We note a discrepancy in the documentary record. According to a January 13, 2016 contact sheet, a caseworker transported the three children and A.B. to Dr. Miller's office for an evaluation on January 7, 2016. However, Dr. Miller's April 9, 2016 "Forensic Psychological and Bonding Evaluation" report listed A.B. as a "no show" for January 7, 2016.
At a pretrial hearing, the Division offered the report for the sole purpose of demonstrating at trial the parents' lack of cooperation. C.C.'s counsel objected to the admission of Dr. Miller's opinions. A.B.'s counsel joined in a general objection to any embedded hearsay in Division documents, which included Dr. Miller's opinions. See N.J.R.E. 808. However, on the first day of trial, the deputy attorney general stated she did not intend to offer Dr. Miller's report into evidence after all.
C.C.'s attorney then responded that the report was admissible as a consultant's report under Rule 5:12-4(d), apparently for the purpose of introducing the hearsay statements C.C. made to the evaluator, but "not the diagnostics." The court reserved decision. Notably, in its list of items admitted into evidence accompanying her order, the court included the report, but there is no indication that it was ever offered for the purpose of introducing Dr. Miller's opinions or "diagnostics." --------
Notwithstanding this background, A.B. relies on Dr. Miller's recorded impressions of the bonding evaluation with M.C. to support his challenge of the Division's prong four showing. We reject the argument because Dr. Miller's impressions were not in evidence. Indeed, one way or another, both defense counsel objected to the admission of Dr. Miller's opinions.

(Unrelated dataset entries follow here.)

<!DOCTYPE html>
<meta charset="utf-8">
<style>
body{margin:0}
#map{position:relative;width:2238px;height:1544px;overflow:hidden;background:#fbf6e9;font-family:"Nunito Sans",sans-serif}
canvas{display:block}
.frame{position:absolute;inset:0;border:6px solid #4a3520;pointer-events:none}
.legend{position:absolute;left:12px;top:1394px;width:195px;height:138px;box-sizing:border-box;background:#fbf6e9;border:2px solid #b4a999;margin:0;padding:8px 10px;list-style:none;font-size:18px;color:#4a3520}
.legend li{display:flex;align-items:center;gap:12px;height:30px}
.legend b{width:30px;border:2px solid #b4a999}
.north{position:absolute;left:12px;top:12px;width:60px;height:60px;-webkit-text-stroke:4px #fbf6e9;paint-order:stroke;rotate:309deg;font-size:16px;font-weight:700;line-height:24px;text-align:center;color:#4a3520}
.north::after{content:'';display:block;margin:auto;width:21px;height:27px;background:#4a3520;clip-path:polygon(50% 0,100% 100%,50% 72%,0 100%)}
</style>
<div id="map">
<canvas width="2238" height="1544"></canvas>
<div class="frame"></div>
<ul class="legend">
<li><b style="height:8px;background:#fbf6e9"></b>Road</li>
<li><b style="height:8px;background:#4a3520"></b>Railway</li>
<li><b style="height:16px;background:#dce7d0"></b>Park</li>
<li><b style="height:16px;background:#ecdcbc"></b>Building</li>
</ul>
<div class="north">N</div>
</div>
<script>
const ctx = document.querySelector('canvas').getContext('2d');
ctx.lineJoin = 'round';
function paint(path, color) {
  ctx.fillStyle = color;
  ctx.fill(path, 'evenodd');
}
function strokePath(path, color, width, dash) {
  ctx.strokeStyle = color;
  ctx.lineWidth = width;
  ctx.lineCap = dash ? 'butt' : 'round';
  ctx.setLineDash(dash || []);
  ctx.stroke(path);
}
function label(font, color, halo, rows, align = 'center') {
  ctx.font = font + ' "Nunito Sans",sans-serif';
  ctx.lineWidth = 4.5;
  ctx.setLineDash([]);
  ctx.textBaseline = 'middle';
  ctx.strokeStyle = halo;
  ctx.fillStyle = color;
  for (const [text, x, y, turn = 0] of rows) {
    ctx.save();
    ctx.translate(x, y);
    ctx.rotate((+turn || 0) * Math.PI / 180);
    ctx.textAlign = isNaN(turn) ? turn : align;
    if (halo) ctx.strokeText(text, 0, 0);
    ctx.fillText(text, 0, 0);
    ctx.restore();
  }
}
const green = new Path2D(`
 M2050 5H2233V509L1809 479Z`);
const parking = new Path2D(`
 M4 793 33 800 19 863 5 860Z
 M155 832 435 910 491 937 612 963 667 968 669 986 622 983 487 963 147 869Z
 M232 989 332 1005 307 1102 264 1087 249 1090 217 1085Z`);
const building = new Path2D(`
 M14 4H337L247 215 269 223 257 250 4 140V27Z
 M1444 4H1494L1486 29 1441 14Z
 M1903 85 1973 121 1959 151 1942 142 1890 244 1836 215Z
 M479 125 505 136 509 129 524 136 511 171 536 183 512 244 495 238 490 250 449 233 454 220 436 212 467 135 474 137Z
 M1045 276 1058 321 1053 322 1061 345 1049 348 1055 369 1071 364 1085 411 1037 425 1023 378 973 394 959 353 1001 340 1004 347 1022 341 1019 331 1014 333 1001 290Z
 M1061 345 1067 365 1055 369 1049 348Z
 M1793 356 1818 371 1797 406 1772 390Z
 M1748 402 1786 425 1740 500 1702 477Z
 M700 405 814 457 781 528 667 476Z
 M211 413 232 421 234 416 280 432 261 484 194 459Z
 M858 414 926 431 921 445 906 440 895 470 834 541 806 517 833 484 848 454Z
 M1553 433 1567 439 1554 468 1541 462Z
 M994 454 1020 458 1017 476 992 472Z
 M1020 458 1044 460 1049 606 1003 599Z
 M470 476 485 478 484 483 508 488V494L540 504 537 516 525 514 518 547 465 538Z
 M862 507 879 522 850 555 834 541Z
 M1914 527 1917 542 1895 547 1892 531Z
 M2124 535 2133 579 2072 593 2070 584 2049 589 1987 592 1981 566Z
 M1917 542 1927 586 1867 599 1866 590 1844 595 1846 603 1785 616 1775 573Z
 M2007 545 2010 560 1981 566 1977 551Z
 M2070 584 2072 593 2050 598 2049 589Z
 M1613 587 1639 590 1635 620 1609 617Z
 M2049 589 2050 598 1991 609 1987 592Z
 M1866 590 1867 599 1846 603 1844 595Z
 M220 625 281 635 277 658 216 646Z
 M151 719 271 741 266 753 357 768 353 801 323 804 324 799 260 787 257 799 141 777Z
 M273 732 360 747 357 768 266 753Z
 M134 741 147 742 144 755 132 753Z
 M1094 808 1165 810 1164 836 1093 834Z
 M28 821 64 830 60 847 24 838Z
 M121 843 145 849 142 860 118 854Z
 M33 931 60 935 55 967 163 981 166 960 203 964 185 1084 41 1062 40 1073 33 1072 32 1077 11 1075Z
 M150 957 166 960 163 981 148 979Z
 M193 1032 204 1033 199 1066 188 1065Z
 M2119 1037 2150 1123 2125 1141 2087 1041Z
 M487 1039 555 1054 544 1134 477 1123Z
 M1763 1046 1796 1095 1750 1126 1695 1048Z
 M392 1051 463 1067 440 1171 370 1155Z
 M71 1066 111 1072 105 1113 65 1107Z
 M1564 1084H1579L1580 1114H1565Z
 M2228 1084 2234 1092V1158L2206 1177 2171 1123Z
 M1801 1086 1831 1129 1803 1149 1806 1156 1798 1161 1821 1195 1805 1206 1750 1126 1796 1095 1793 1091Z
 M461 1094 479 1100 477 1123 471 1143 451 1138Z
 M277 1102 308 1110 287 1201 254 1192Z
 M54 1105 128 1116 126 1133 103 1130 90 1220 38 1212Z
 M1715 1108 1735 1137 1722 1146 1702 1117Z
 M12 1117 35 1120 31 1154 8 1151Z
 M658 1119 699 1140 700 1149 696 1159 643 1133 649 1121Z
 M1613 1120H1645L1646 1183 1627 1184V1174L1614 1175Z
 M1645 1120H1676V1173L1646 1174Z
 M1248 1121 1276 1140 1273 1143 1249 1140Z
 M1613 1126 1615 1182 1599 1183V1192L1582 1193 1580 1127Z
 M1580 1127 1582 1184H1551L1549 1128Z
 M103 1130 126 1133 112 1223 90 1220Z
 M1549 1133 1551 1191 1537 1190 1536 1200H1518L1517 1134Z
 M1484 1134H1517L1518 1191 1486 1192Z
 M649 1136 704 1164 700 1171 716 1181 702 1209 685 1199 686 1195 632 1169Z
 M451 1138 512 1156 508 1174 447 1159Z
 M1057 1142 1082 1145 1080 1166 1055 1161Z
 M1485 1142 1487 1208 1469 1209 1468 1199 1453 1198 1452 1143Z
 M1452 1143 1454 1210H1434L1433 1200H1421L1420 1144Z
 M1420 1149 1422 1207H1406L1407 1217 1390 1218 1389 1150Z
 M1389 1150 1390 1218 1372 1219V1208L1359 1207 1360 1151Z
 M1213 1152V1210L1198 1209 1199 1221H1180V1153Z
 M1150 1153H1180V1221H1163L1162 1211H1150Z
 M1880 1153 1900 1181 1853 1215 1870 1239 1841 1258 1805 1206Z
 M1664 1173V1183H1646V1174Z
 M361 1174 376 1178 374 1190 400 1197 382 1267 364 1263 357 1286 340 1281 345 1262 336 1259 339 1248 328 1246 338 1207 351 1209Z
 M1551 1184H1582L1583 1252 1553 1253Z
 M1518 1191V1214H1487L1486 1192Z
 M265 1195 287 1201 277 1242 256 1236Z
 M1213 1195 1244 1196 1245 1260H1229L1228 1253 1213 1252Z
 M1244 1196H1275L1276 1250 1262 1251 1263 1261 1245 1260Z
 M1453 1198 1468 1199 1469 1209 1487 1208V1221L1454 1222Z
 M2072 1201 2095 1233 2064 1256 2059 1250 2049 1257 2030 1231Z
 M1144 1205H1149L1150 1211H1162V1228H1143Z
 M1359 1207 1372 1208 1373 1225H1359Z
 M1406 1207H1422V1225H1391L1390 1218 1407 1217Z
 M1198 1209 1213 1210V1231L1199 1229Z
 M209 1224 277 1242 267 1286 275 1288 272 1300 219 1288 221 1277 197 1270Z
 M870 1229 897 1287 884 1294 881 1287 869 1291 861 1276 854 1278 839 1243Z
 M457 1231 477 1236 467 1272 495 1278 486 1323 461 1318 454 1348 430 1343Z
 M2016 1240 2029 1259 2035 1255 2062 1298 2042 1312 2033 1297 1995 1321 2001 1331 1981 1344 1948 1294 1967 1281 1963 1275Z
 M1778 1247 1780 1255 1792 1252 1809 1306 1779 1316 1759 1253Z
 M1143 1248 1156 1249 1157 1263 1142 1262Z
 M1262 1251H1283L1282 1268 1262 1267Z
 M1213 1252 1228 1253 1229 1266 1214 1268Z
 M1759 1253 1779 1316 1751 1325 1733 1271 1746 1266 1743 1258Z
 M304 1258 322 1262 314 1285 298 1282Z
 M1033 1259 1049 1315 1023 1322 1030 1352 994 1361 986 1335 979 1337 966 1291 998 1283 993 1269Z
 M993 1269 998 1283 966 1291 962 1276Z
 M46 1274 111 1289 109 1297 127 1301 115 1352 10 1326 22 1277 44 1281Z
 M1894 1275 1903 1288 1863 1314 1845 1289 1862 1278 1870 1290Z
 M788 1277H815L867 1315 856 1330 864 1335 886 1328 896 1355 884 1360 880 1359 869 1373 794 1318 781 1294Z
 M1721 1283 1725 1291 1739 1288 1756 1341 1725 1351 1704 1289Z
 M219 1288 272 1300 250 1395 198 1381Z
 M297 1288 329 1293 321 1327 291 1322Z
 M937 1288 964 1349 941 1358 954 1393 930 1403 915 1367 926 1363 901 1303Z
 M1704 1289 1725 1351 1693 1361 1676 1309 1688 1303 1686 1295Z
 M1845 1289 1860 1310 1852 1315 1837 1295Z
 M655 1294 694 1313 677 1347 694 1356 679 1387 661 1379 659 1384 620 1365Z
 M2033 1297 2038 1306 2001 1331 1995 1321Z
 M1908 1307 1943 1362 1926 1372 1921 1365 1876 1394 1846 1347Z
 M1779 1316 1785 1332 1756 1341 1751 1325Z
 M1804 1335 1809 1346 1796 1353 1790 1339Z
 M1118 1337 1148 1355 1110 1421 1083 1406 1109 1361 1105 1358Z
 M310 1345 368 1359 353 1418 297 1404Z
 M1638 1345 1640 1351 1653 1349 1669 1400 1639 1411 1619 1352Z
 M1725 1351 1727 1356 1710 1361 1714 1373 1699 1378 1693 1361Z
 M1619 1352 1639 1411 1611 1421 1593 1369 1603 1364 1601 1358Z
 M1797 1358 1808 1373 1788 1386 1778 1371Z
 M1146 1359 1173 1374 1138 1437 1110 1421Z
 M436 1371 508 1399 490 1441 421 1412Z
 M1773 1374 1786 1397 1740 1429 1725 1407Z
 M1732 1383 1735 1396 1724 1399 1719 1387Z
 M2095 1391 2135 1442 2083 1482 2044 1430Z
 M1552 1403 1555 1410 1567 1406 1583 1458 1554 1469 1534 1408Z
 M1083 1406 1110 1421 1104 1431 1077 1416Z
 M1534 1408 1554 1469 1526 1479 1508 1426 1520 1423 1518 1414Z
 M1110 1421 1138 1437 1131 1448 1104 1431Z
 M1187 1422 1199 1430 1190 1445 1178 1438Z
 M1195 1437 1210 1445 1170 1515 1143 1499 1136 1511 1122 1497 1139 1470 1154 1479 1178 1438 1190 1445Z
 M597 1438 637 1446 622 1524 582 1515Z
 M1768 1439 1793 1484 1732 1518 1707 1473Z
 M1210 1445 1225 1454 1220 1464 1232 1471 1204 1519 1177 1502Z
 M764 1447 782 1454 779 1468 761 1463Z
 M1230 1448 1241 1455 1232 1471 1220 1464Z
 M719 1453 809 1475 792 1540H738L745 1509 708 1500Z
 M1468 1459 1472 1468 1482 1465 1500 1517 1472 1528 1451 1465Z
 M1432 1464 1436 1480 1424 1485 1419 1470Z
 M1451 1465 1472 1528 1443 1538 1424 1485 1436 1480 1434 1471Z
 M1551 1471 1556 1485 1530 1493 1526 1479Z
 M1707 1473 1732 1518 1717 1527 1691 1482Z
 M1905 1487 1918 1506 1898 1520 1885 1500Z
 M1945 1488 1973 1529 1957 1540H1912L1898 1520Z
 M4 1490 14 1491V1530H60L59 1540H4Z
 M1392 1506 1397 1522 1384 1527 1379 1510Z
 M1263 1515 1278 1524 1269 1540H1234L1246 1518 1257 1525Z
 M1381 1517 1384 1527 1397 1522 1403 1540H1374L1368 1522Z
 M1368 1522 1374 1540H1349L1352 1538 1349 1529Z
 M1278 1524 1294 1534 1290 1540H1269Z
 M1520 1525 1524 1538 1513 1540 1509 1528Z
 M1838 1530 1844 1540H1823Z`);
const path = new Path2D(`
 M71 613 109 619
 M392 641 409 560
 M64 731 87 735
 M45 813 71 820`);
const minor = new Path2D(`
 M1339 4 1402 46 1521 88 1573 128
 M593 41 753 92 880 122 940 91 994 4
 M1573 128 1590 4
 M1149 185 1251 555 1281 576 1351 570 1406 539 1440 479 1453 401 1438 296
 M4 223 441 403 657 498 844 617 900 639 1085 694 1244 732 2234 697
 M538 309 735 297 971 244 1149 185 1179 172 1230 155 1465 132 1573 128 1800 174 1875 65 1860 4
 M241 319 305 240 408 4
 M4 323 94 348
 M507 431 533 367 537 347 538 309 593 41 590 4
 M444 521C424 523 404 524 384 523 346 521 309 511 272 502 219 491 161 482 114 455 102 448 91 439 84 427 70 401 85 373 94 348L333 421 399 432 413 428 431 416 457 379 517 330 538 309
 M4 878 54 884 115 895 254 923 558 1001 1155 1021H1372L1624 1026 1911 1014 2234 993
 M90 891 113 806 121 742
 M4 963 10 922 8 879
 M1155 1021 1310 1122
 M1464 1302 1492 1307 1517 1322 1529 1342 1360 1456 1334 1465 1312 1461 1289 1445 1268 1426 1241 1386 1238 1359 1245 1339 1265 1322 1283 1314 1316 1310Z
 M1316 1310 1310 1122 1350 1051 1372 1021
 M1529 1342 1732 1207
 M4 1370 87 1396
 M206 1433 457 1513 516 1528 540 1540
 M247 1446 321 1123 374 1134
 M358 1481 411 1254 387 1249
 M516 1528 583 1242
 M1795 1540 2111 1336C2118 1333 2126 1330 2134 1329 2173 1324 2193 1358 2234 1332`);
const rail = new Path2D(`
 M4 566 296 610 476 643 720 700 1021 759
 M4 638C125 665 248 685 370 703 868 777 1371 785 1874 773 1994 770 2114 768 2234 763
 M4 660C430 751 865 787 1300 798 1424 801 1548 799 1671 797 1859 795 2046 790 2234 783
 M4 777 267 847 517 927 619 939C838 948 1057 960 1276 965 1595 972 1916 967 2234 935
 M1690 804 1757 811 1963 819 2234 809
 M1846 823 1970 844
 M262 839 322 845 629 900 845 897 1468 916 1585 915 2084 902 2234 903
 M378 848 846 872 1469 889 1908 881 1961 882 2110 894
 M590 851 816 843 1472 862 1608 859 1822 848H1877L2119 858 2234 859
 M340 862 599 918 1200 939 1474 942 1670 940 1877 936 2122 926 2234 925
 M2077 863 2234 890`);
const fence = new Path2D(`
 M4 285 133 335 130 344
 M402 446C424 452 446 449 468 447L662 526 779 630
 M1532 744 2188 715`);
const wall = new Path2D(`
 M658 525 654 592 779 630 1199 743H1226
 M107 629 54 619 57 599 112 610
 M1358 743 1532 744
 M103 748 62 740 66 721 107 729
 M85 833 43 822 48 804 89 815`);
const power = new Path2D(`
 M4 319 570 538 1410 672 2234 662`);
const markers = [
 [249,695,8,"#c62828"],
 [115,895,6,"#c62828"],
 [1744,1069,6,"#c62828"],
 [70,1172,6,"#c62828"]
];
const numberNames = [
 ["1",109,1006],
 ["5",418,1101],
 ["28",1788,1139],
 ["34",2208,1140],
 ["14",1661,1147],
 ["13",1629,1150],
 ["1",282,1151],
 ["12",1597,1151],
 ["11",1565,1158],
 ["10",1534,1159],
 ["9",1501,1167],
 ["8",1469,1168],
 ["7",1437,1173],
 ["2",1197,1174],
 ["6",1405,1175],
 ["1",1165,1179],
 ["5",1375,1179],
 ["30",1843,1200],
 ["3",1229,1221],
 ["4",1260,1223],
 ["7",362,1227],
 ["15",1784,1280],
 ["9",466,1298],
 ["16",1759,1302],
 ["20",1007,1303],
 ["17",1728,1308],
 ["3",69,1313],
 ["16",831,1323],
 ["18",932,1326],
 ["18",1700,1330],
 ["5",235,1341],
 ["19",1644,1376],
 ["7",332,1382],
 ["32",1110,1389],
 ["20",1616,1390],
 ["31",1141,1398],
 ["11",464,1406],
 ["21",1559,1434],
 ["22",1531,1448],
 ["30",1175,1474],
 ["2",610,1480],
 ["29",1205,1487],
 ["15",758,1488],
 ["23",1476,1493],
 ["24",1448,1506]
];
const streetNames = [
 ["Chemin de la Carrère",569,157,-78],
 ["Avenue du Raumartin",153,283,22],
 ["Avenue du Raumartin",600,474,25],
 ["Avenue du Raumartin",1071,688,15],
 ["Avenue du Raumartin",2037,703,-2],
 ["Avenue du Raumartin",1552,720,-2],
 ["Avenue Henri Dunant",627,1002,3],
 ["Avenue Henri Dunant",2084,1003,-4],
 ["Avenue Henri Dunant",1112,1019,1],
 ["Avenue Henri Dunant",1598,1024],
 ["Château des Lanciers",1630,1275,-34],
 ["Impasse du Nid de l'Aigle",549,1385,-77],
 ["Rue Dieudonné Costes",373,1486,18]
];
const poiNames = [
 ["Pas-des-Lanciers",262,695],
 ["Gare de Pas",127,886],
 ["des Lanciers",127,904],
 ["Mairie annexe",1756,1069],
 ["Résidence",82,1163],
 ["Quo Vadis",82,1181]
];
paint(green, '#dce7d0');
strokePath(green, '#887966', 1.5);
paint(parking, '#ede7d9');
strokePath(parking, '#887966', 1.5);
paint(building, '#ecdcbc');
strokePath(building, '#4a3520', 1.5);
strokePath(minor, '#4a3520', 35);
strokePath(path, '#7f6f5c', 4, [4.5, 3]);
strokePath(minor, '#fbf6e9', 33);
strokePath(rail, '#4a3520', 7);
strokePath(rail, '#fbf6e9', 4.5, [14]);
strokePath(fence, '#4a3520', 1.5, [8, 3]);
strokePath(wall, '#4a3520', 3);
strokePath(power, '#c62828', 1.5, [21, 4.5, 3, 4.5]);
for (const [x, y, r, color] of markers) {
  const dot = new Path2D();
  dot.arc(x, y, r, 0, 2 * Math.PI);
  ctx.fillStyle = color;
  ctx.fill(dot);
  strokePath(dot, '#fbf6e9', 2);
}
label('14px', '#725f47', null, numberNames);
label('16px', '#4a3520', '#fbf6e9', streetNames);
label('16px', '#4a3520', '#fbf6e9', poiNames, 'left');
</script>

In the absence of expert testimony, Judge DeCastro credited the testimony of the Division's caseworker that the children were well-adjusted, well-cared for, and happy in their grandmother's home. The court gave little weight to the testimony of C.C.'s paramour that the children became upset when their visits with their mother ended, and that they wanted to go home with her. The court found more credible that the parents had "over and over again disappointed their children by missing visits, leaving visits without explanation, and not showing up when their children needed them the most."
In any event, the court need not, and Judge DeCastro did not, find that there was no bond or emotional connection between the children and their parents. Prong four does not require "a showing that no harm will befall the child as a result of the severing of biological ties." K.H.O., supra, 161 N.J. at 355. The court's prong four determination involved the choice between two options: (1) terminating parental rights followed by adoption by the grandmother who had served as a capable, loving caregiver in a stable home; or (2) continuing the uncertainty and lack of permanency in the children's lives, without any demonstrated likelihood that C.C. or A.B. would become fit to parent in the foreseeable future. We discern no error in the court's conclusion that termination would not do more harm than good.
Affirmed. I hereby certify that the foregoing is a true copy of the original on file in my office.